- _Exercise instructions_:
Every record should be written out exactly, with the pictures left out.

- _Material for this task_:
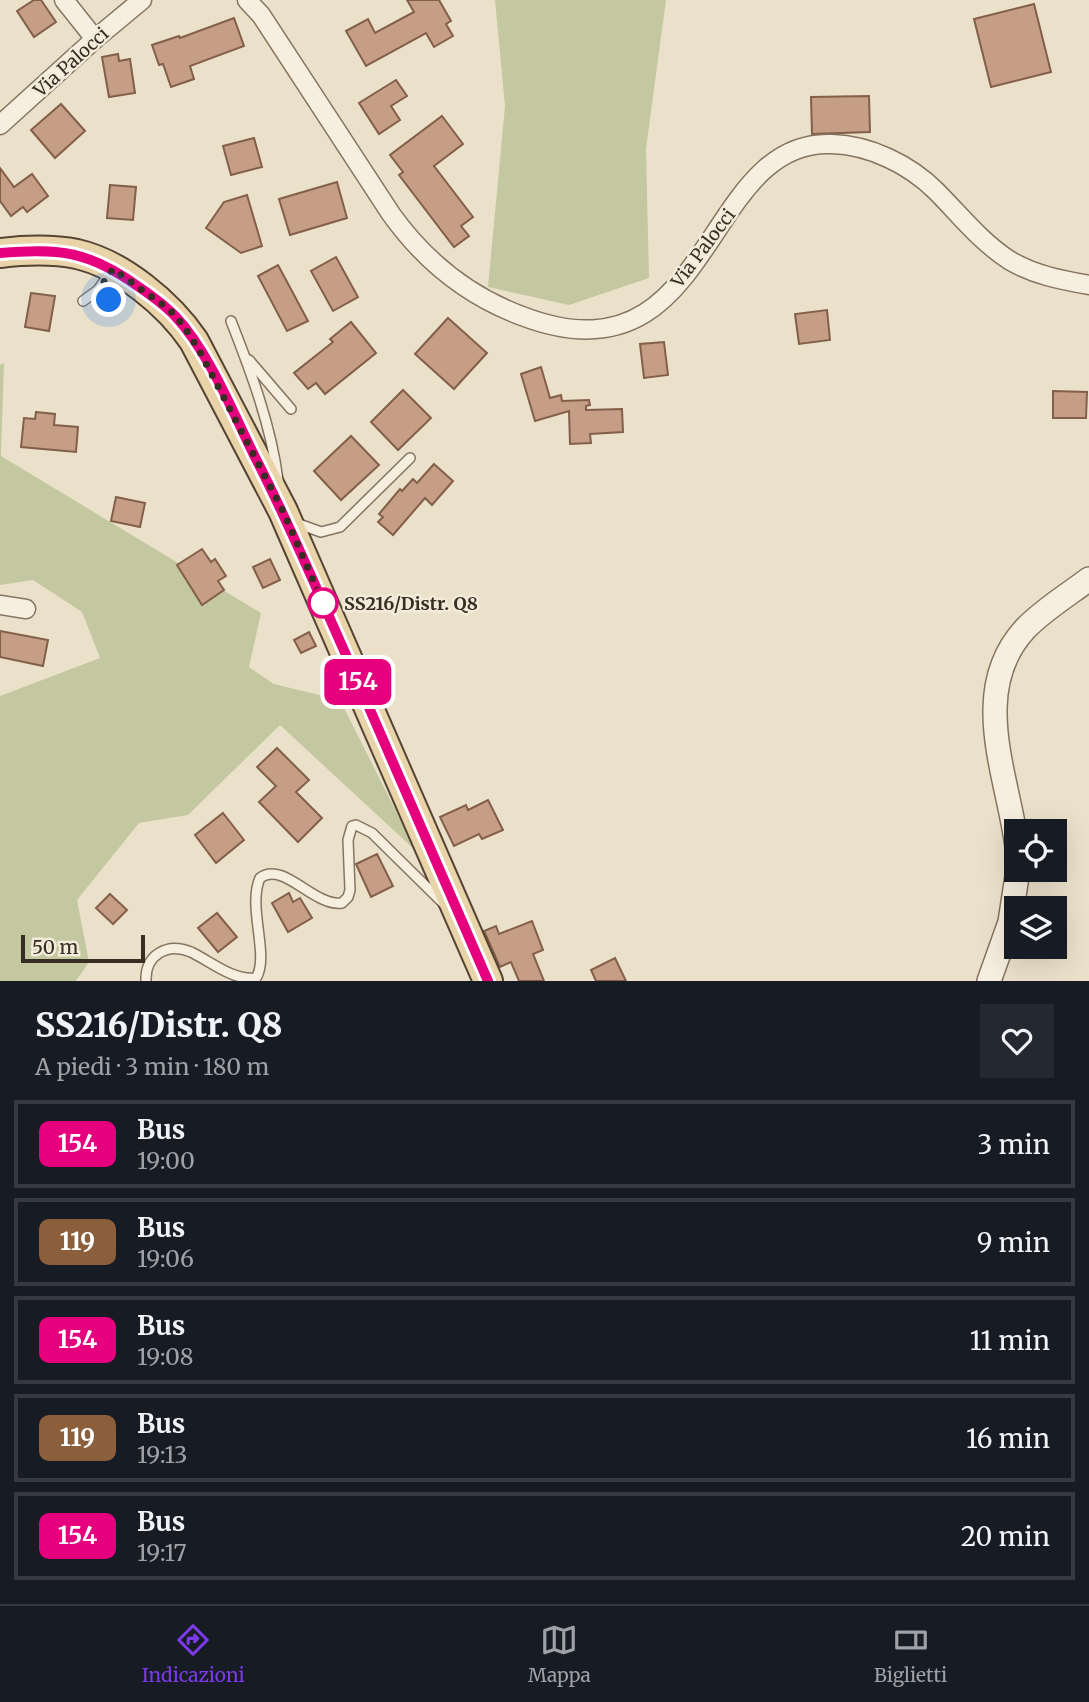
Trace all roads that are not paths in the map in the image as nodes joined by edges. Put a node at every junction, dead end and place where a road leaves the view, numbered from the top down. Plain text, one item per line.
1 (64, 0) edge
2 (142, 0) edge
3 (247, 0) edge
4 (95, 39) junction
5 (0, 125) edge
6 (0, 253) edge
7 (105, 279) junction
8 (1089, 285) edge
9 (109, 300) dead end
10 (82, 301) dead end
11 (231, 321) dead end
12 (244, 355) junction
13 (291, 409) dead end
14 (410, 458) dead end
15 (284, 513) junction
16 (1089, 579) edge
17 (0, 605) edge
18 (26, 609) dead end
19 (1011, 819) edge
20 (1017, 882) edge
21 (462, 921) junction
22 (146, 981) edge
23 (488, 981) edge
24 (989, 981) edge

1 - 4 street
2 - 4 street, Via Palocci
3 - 8 street, Via Palocci
4 - 5 street, Via Palocci
6 - 7 main road
7 - 9 lane
7 - 10 lane
7 - 15 main road
11 - 12 lane
12 - 13 lane
12 - 15 lane
14 - 15 lane
15 - 21 main road
16 - 19 street
17 - 18 street
20 - 24 street
21 - 22 lane
21 - 23 main road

- _Task result_:
Trace all roads that are not paths in the map in the image as nodes joined by edges. Put a node at every junction, dead end and place where a road leaves the view, numbered from the top down. Plain text, one item per line.
1 (64, 0) edge
2 (142, 0) edge
3 (247, 0) edge
4 (95, 39) junction
5 (0, 125) edge
6 (0, 253) edge
7 (105, 279) junction
8 (1089, 285) edge
9 (109, 300) dead end
10 (82, 301) dead end
11 (231, 321) dead end
12 (244, 355) junction
13 (291, 409) dead end
14 (410, 458) dead end
15 (284, 513) junction
16 (1089, 579) edge
17 (0, 605) edge
18 (26, 609) dead end
19 (1011, 819) edge
20 (1017, 882) edge
21 (462, 921) junction
22 (146, 981) edge
23 (488, 981) edge
24 (989, 981) edge

1 - 4 street
2 - 4 street, Via Palocci
3 - 8 street, Via Palocci
4 - 5 street, Via Palocci
6 - 7 main road
7 - 9 lane
7 - 10 lane
7 - 15 main road
11 - 12 lane
12 - 13 lane
12 - 15 lane
14 - 15 lane
15 - 21 main road
16 - 19 street
17 - 18 street
20 - 24 street
21 - 22 lane
21 - 23 main road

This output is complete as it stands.